→ **YOUR GOAL**:
Count lines holding the string "Huntington" in the data that follows. Reply with one number only.

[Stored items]
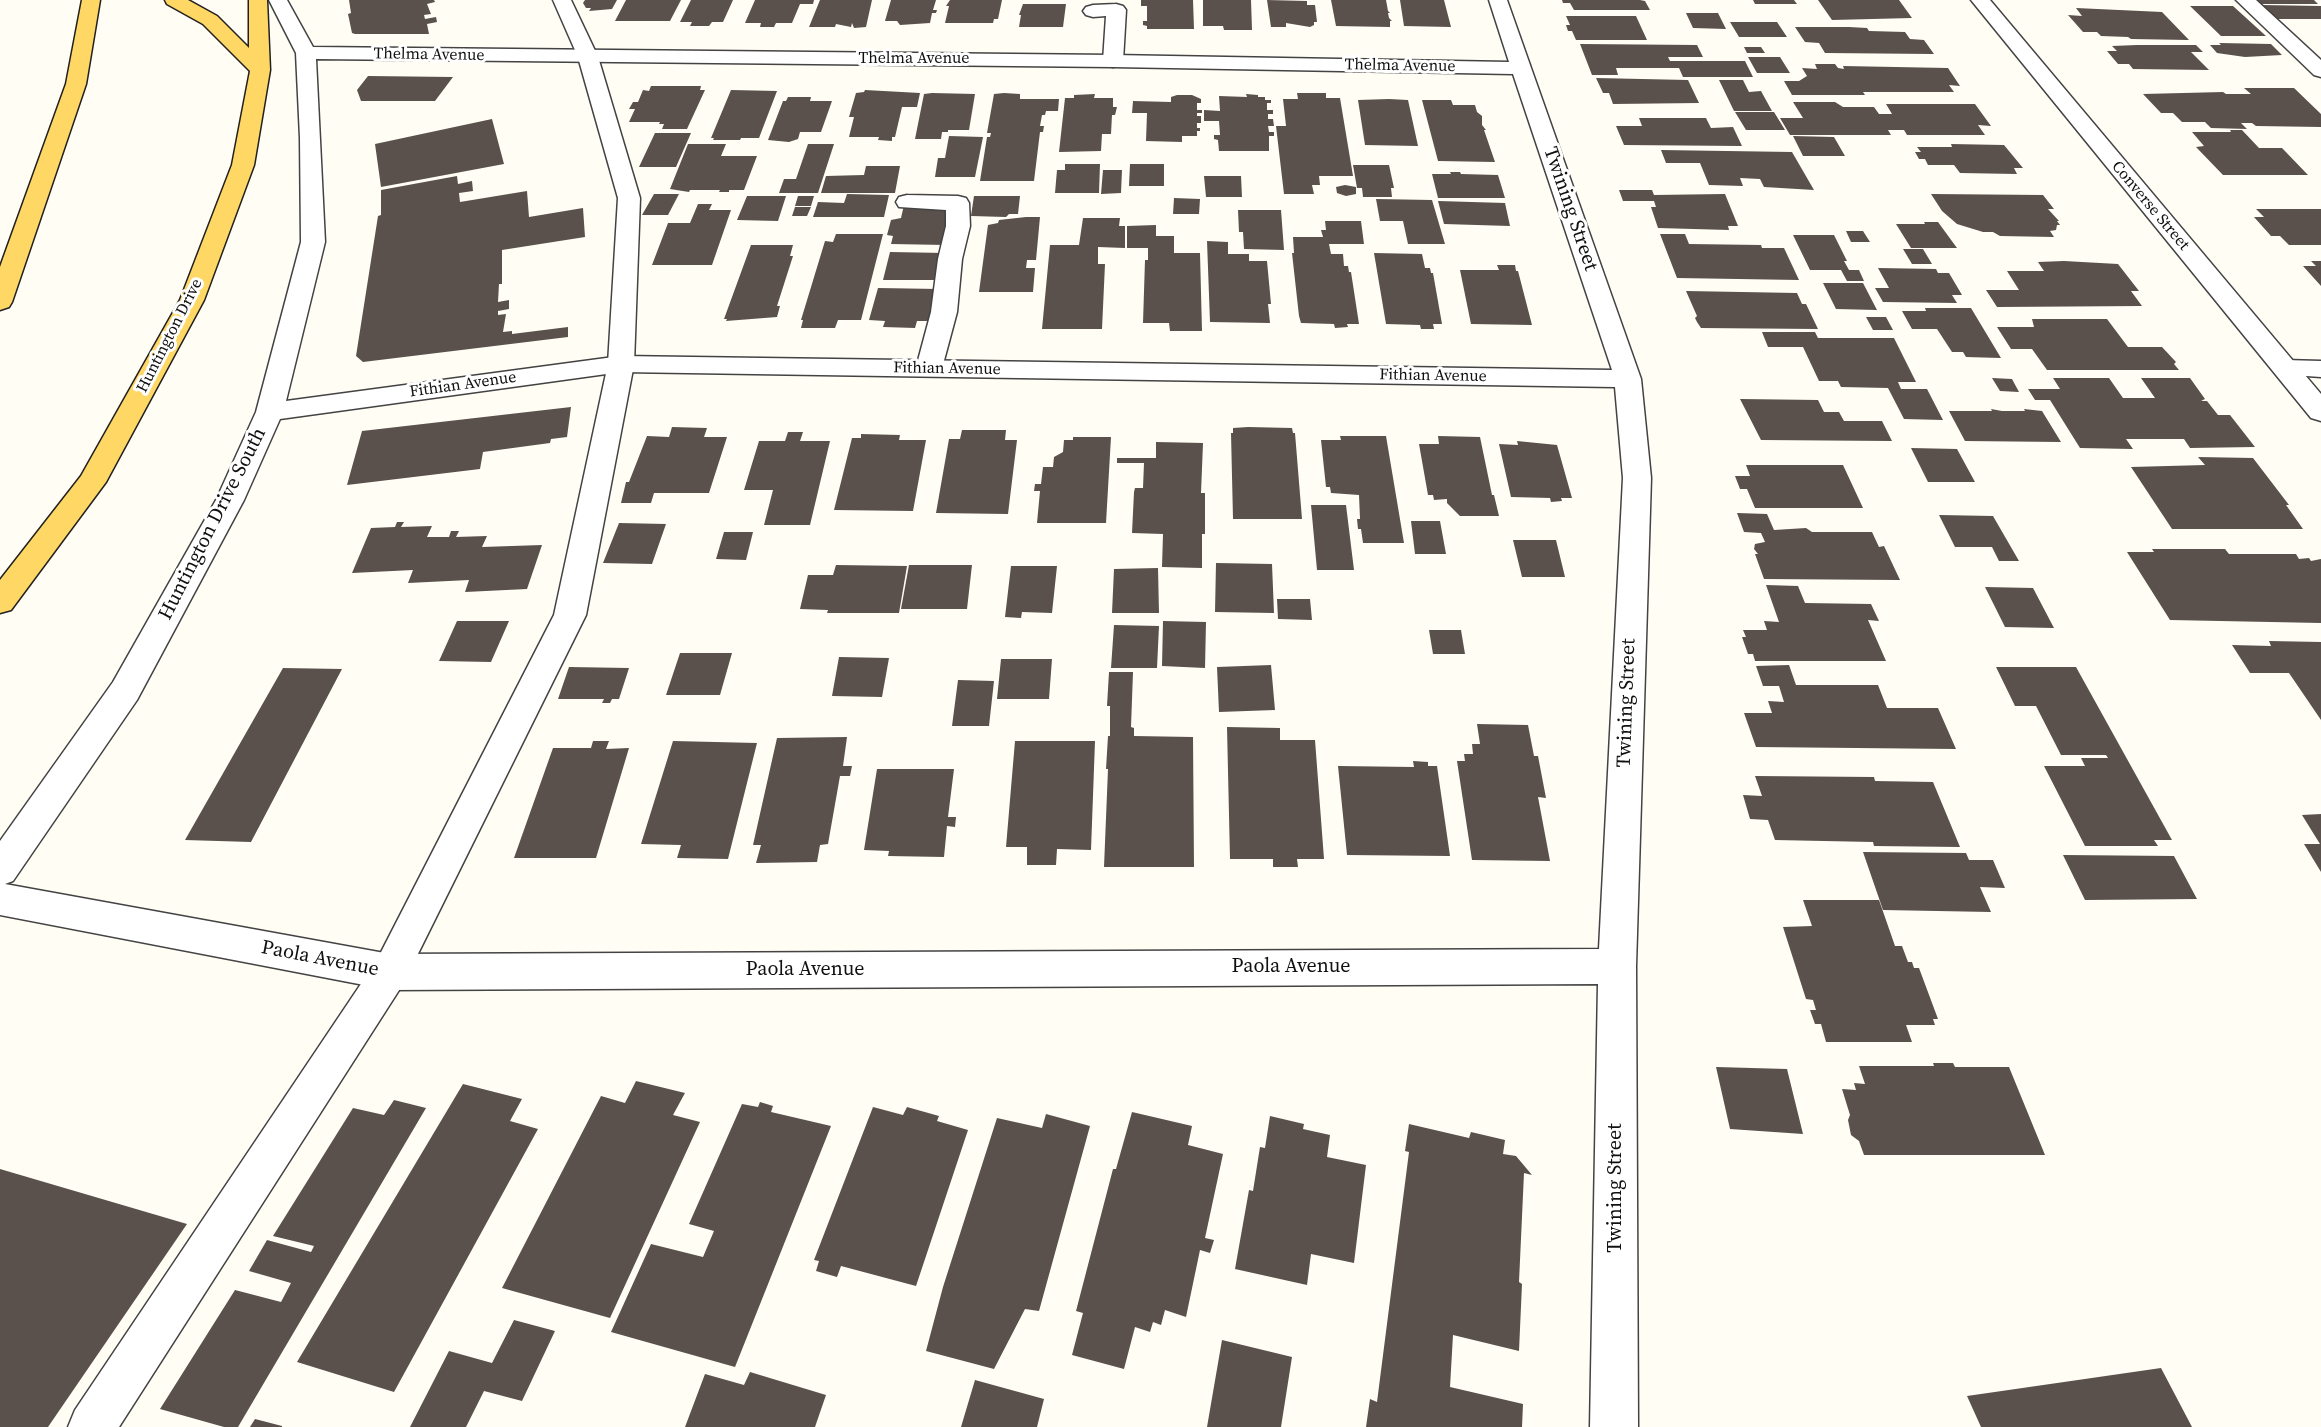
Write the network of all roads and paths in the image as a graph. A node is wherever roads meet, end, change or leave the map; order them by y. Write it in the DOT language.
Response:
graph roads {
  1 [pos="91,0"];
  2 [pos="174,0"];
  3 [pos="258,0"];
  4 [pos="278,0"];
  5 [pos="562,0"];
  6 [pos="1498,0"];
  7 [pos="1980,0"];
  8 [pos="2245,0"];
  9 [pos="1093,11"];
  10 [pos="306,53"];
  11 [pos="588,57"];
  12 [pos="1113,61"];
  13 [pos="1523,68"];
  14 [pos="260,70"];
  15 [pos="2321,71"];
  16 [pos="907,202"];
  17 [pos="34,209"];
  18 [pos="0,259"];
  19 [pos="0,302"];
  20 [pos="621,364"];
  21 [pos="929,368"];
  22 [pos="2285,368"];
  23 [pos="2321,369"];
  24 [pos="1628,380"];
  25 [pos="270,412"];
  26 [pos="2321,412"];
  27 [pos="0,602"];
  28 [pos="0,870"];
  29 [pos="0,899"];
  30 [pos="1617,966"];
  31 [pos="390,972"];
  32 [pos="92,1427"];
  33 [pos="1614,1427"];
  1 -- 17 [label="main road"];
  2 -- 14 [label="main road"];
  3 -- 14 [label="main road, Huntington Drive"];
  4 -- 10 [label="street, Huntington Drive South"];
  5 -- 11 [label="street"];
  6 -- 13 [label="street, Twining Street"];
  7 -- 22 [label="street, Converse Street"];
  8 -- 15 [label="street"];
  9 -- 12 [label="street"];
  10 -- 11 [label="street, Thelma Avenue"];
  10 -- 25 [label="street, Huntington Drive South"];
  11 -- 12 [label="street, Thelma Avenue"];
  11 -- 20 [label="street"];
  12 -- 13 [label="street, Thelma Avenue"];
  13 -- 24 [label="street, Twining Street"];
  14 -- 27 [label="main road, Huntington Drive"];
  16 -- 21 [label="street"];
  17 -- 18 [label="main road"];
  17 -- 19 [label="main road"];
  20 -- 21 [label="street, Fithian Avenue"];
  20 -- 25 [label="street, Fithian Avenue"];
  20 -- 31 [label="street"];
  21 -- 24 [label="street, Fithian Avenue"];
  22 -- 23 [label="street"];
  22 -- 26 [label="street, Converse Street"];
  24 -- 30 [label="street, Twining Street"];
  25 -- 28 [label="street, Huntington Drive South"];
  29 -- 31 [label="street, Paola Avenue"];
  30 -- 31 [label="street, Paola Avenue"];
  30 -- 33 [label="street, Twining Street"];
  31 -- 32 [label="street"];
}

→ **OUTPUT FOR THIS TASK**:
5